## Your assignment
In the records below, work out how many lines hold the word "nodes". Report the number alone.

(Saved entries)
'''

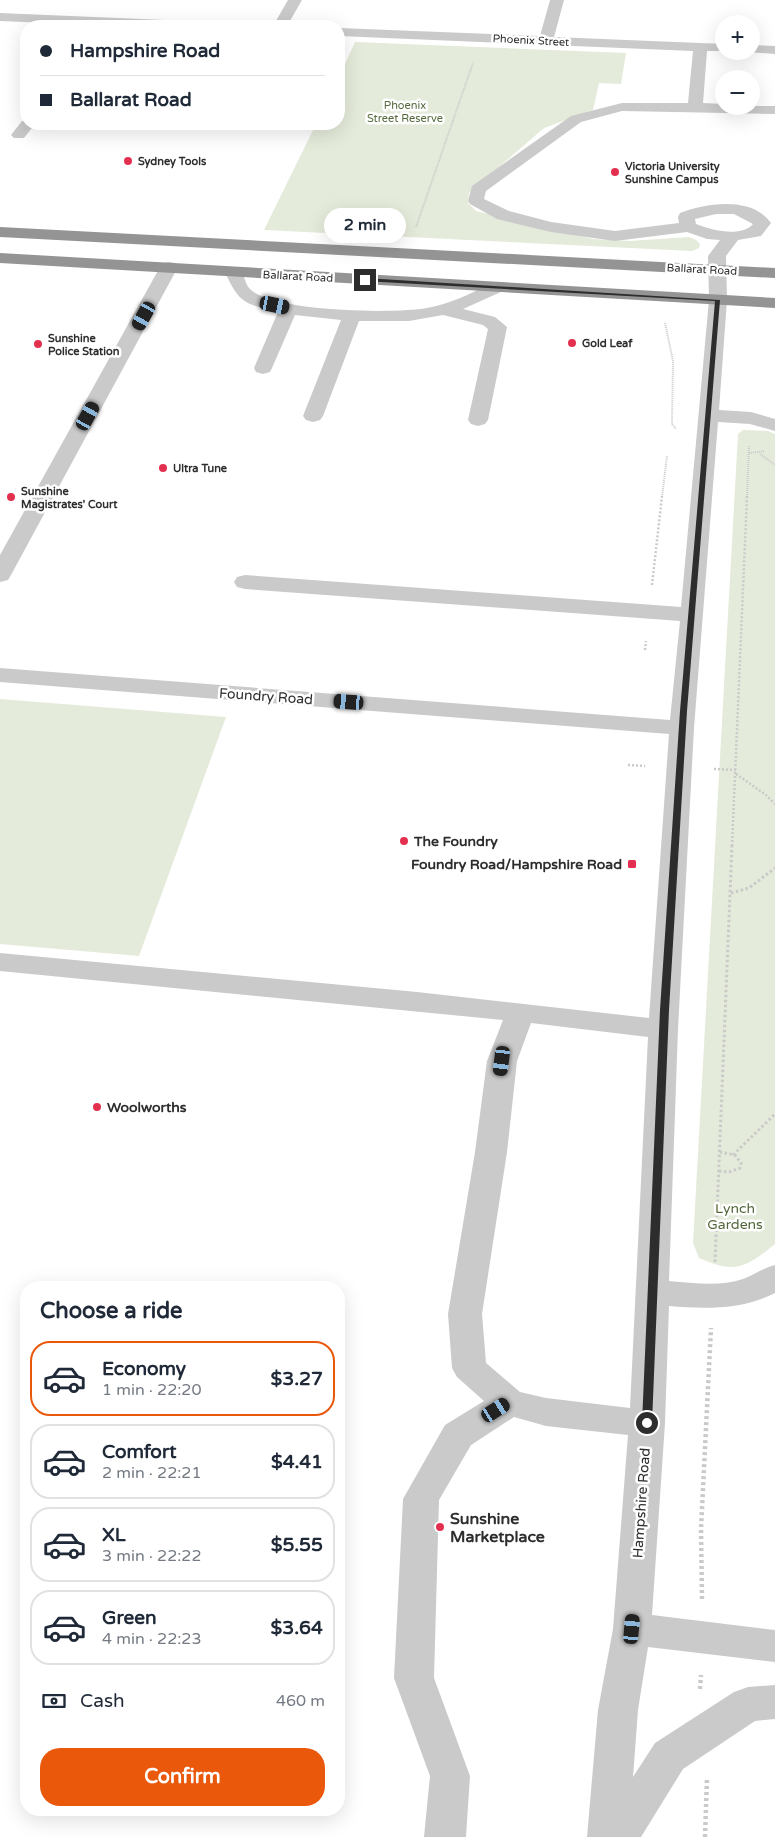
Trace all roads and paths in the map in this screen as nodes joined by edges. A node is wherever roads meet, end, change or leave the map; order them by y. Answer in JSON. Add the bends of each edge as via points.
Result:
{"nodes":[{"id":1,"x":295,"y":0,"type":"edge"},
{"id":2,"x":557,"y":0,"type":"edge"},
{"id":3,"x":34,"y":6,"type":"dead end"},
{"id":4,"x":0,"y":17,"type":"edge"},
{"id":5,"x":23,"y":18,"type":"junction"},
{"id":6,"x":48,"y":20,"type":"edge"},
{"id":7,"x":283,"y":20,"type":"edge"},
{"id":8,"x":345,"y":32,"type":"edge"},
{"id":9,"x":482,"y":38,"type":"junction"},
{"id":10,"x":546,"y":40,"type":"junction"},
{"id":11,"x":700,"y":47,"type":"junction"},
{"id":12,"x":715,"y":48,"type":"edge"},
{"id":13,"x":760,"y":49,"type":"edge"},
{"id":14,"x":775,"y":50,"type":"edge"},
{"id":15,"x":695,"y":107,"type":"junction"},
{"id":16,"x":775,"y":110,"type":"edge"},
{"id":17,"x":688,"y":226,"type":"junction"},
{"id":18,"x":415,"y":230,"type":"dead end"},
{"id":19,"x":0,"y":232,"type":"edge"},
{"id":20,"x":732,"y":236,"type":"junction"},
{"id":21,"x":0,"y":258,"type":"edge"},
{"id":22,"x":39,"y":260,"type":"junction"},
{"id":23,"x":0,"y":263,"type":"edge"},
{"id":24,"x":169,"y":267,"type":"junction"},
{"id":25,"x":718,"y":270,"type":"junction"},
{"id":26,"x":234,"y":272,"type":"junction"},
{"id":27,"x":775,"y":273,"type":"edge"},
{"id":28,"x":497,"y":287,"type":"junction"},
{"id":29,"x":653,"y":296,"type":"junction"},
{"id":30,"x":718,"y":300,"type":"junction"},
{"id":31,"x":775,"y":303,"type":"edge"},
{"id":32,"x":289,"y":308,"type":"junction"},
{"id":33,"x":441,"y":310,"type":"junction"},
{"id":34,"x":352,"y":315,"type":"junction"},
{"id":35,"x":263,"y":368,"type":"dead end"},
{"id":36,"x":709,"y":415,"type":"junction"},
{"id":37,"x":313,"y":416,"type":"dead end"},
{"id":38,"x":751,"y":418,"type":"junction"},
{"id":39,"x":478,"y":420,"type":"dead end"},
{"id":40,"x":775,"y":425,"type":"edge"},
{"id":41,"x":760,"y":453,"type":"dead end"},
{"id":42,"x":666,"y":456,"type":"dead end"},
{"id":43,"x":704,"y":461,"type":"junction"},
{"id":44,"x":775,"y":465,"type":"edge"},
{"id":45,"x":0,"y":575,"type":"edge"},
{"id":46,"x":245,"y":582,"type":"dead end"},
{"id":47,"x":650,"y":612,"type":"junction"},
{"id":48,"x":692,"y":615,"type":"junction"},
{"id":49,"x":645,"y":650,"type":"dead end"},
{"id":50,"x":0,"y":675,"type":"edge"},
{"id":51,"x":682,"y":728,"type":"junction"},
{"id":52,"x":736,"y":774,"type":"junction"},
{"id":53,"x":775,"y":804,"type":"edge"},
{"id":54,"x":775,"y":868,"type":"edge"},
{"id":55,"x":731,"y":893,"type":"junction"},
{"id":56,"x":0,"y":962,"type":"edge"},
{"id":57,"x":521,"y":1012,"type":"junction"},
{"id":58,"x":663,"y":1029,"type":"junction"},
{"id":59,"x":775,"y":1114,"type":"edge"},
{"id":60,"x":720,"y":1152,"type":"junction"},
{"id":61,"x":733,"y":1155,"type":"junction"},
{"id":62,"x":719,"y":1171,"type":"junction"},
{"id":63,"x":769,"y":1288,"type":"edge"},
{"id":64,"x":652,"y":1292,"type":"junction"},
{"id":65,"x":714,"y":1297,"type":"junction"},
{"id":66,"x":508,"y":1402,"type":"junction"},
{"id":67,"x":647,"y":1423,"type":"junction"},
{"id":68,"x":632,"y":1629,"type":"junction"},
{"id":69,"x":701,"y":1637,"type":"junction"},
{"id":70,"x":775,"y":1646,"type":"edge"},
{"id":71,"x":775,"y":1702,"type":"edge"},
{"id":72,"x":709,"y":1728,"type":"junction"},
{"id":73,"x":445,"y":1837,"type":"edge"},
{"id":74,"x":608,"y":1837,"type":"edge"},
{"id":75,"x":618,"y":1837,"type":"edge"},
{"id":76,"x":704,"y":1837,"type":"edge"}],
"edges":[{"from":1,"to":7,"type":"street"},
{"from":2,"to":10,"type":"street"},
{"from":3,"to":5,"type":"street"},
{"from":4,"to":5,"type":"street"},
{"from":5,"to":6,"type":"street"},
{"from":8,"to":9,"type":"street","name":"Phoenix Street"},
{"from":9,"to":10,"type":"street","name":"Phoenix Street"},
{"from":9,"to":18,"type":"path"},
{"from":10,"to":11,"type":"street","name":"Phoenix Street"},
{"from":11,"to":12,"type":"street","name":"Phoenix Street"},
{"from":11,"to":15,"type":"street"},
{"from":13,"to":14,"type":"street"},
{"from":15,"to":16,"type":"street"},
{"from":15,"to":17,"type":"street","via":[[622,107],[576,119],[478,189],[476,201],[503,215],[551,227],[615,236]]},
{"from":17,"to":20,"type":"street","via":[[708,234]]},
{"from":17,"to":20,"type":"street","via":[[686,217],[702,210],[728,208],[752,214],[763,223],[755,232]]},
{"from":19,"to":25,"type":"highway","name":"Ballarat Road"},
{"from":20,"to":25,"type":"street","name":"Hampshire Road","via":[[717,256]]},
{"from":21,"to":22,"type":"highway","name":"Ballarat Road"},
{"from":22,"to":23,"type":"street"},
{"from":22,"to":24,"type":"highway","name":"Ballarat Road"},
{"from":24,"to":26,"type":"highway","name":"Ballarat Road"},
{"from":24,"to":45,"type":"street"},
{"from":25,"to":27,"type":"highway","name":"Ballarat Road"},
{"from":25,"to":30,"type":"street","name":"Hampshire Road"},
{"from":26,"to":28,"type":"highway","name":"Ballarat Road"},
{"from":26,"to":32,"type":"street","via":[[244,293],[261,302]]},
{"from":28,"to":29,"type":"highway","name":"Ballarat Road"},
{"from":28,"to":33,"type":"street","via":[[459,306]]},
{"from":29,"to":30,"type":"highway","name":"Ballarat Road"},
{"from":29,"to":43,"type":"path","via":[[666,306],[663,316],[672,343],[672,424]]},
{"from":30,"to":31,"type":"highway","name":"Ballarat Road"},
{"from":30,"to":36,"type":"street","name":"Hampshire Road"},
{"from":32,"to":34,"type":"street"},
{"from":32,"to":35,"type":"street"},
{"from":33,"to":34,"type":"street","via":[[423,314]]},
{"from":33,"to":39,"type":"street","via":[[489,321],[498,327]]},
{"from":34,"to":37,"type":"street"},
{"from":36,"to":38,"type":"street"},
{"from":36,"to":43,"type":"street","name":"Hampshire Road"},
{"from":38,"to":40,"type":"street"},
{"from":38,"to":52,"type":"path"},
{"from":41,"to":44,"type":"path"},
{"from":42,"to":47,"type":"path"},
{"from":43,"to":48,"type":"street","name":"Hampshire Road"},
{"from":46,"to":47,"type":"street"},
{"from":47,"to":48,"type":"street"},
{"from":47,"to":49,"type":"path"},
{"from":48,"to":51,"type":"street","name":"Hampshire Road"},
{"from":50,"to":51,"type":"street","name":"Foundry Road"},
{"from":51,"to":58,"type":"street","name":"Hampshire Road"},
{"from":52,"to":53,"type":"path"},
{"from":52,"to":55,"type":"path"},
{"from":54,"to":55,"type":"path","via":[[749,888]]},
{"from":55,"to":60,"type":"path"},
{"from":56,"to":57,"type":"street"},
{"from":57,"to":58,"type":"street"},
{"from":57,"to":66,"type":"street","via":[[502,1061],[492,1152],[465,1314],[468,1368]]},
{"from":58,"to":64,"type":"street","name":"Hampshire Road"},
{"from":59,"to":61,"type":"path"},
{"from":60,"to":61,"type":"path"},
{"from":60,"to":62,"type":"path"},
{"from":61,"to":62,"type":"path","via":[[739,1159],[740,1168]]},
{"from":62,"to":65,"type":"path"},
{"from":63,"to":65,"type":"street"},
{"from":64,"to":65,"type":"street"},
{"from":64,"to":67,"type":"street","name":"Hampshire Road"},
{"from":65,"to":69,"type":"path","via":[[701,1529]]},
{"from":66,"to":67,"type":"street","via":[[546,1412]]},
{"from":66,"to":73,"type":"street","via":[[458,1435],[421,1499],[414,1678],[450,1776]]},
{"from":67,"to":68,"type":"street","name":"Hampshire Road"},
{"from":68,"to":69,"type":"street"},
{"from":68,"to":74,"type":"street","name":"Hampshire Road","via":[[618,1710]]},
{"from":69,"to":70,"type":"street"},
{"from":69,"to":72,"type":"path","via":[[700,1705]]},
{"from":71,"to":72,"type":"street","via":[[748,1704]]},
{"from":72,"to":75,"type":"street","via":[[669,1756]]},
{"from":72,"to":76,"type":"path"}]}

'''

## Answer to this problem
2